- TASK INSTRUCTIONS:
Nothing but an exact copy of the data should be given.

- Items from a data source:
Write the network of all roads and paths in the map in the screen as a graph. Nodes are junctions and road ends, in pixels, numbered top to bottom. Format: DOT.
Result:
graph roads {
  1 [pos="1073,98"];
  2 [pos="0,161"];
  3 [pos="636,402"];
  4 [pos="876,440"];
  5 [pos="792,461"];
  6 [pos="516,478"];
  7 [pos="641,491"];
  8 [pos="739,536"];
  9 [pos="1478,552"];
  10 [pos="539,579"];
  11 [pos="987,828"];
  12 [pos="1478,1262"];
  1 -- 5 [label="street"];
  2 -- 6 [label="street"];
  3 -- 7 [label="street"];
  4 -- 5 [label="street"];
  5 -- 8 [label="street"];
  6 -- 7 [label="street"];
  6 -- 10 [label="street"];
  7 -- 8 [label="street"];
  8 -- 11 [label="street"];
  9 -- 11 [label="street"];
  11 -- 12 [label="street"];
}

- ANSWER TO THIS TASK:
Write the network of all roads and paths in the map in the screen as a graph. Nodes are junctions and road ends, in pixels, numbered top to bottom. Format: DOT.
Result:
graph roads {
  1 [pos="1073,98"];
  2 [pos="0,161"];
  3 [pos="636,402"];
  4 [pos="876,440"];
  5 [pos="792,461"];
  6 [pos="516,478"];
  7 [pos="641,491"];
  8 [pos="739,536"];
  9 [pos="1478,552"];
  10 [pos="539,579"];
  11 [pos="987,828"];
  12 [pos="1478,1262"];
  1 -- 5 [label="street"];
  2 -- 6 [label="street"];
  3 -- 7 [label="street"];
  4 -- 5 [label="street"];
  5 -- 8 [label="street"];
  6 -- 7 [label="street"];
  6 -- 10 [label="street"];
  7 -- 8 [label="street"];
  8 -- 11 [label="street"];
  9 -- 11 [label="street"];
  11 -- 12 [label="street"];
}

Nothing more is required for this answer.